Forensic evaluators can’t keep up with need


The Laconia Daily Sun

Published: 10-03-2023 8:18 AM

PLYMOUTH — Four women were struck on Main Street downtown on March 4, as they stepped from the sidewalk into an unoccupied parallel parking spot to avoid a pile of snow in their path. All four were seriously injured and have since regained their health, but one thing they’ll never have from the incident is justice.

One relative of the crash victims characterizes the situation as a failure of the state of New Hampshire. People with roles in the justice system say this episode is an example of a systemic problem, and there’s no solution in sight.

It doesn’t seem like a mystery, at this point, as to who was operating the car that struck the four women that evening as they were walking near the Flying Monkey theater. Surveillance video from a nearby business captured the horrific moment when the women stepped off the curb into the vacant parking space, and a car, without apparent explanation, veered from the travel lane and into the parking space.

The car didn’t stop. At least, not immediately. After officers had a chance to review more surveillance footage, they alleged the driver continued a short ways down the road and then pulled over, and the driver walked back to the scene, where he denied to a responding officer that he knew anything about the accident. He then walked back to his car, and drove away.

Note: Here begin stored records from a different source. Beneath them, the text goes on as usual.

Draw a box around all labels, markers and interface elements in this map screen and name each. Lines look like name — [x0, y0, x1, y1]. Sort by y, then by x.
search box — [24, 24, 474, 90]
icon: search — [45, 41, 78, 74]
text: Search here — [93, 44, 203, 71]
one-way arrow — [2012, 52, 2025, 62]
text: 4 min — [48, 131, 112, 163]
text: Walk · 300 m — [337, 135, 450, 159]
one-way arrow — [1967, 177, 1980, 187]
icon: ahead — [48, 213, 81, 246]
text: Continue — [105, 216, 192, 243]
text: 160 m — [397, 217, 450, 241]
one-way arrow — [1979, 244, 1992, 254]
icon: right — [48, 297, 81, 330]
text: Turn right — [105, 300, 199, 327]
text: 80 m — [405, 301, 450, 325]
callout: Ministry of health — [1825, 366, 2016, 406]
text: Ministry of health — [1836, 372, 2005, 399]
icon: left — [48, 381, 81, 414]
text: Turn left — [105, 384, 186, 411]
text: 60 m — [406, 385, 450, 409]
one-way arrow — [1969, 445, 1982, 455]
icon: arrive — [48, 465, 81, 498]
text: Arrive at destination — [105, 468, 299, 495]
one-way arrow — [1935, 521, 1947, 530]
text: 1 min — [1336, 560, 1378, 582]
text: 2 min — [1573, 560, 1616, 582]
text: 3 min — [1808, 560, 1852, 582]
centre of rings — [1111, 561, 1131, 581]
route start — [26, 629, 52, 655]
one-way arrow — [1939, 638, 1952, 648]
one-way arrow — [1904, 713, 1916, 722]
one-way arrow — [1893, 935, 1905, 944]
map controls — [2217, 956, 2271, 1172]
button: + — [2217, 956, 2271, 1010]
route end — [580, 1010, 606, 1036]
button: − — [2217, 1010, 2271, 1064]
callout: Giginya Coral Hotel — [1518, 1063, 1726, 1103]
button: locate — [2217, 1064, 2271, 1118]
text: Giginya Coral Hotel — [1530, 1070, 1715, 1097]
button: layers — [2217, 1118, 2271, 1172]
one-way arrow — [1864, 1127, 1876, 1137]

About a week later, Plymouth police reported they had charged Herbert C. Link Jr. with four felony counts of leaving the scene of an accident. His vehicle matched the one seen in the video, had damage consistent with the collision and he lived in the vicinity of the incident.

Before he could be prosecuted on the charges, though, his attorney asked the judge to order a competency evaluation, a determination by specialized doctors that Link had the intellectual capacity to participate in his own defense. The judge made the order, referred the evaluation to the Office of the Forensic Evaluator, and gave the standard 90-day deadline for the evaluation to take place.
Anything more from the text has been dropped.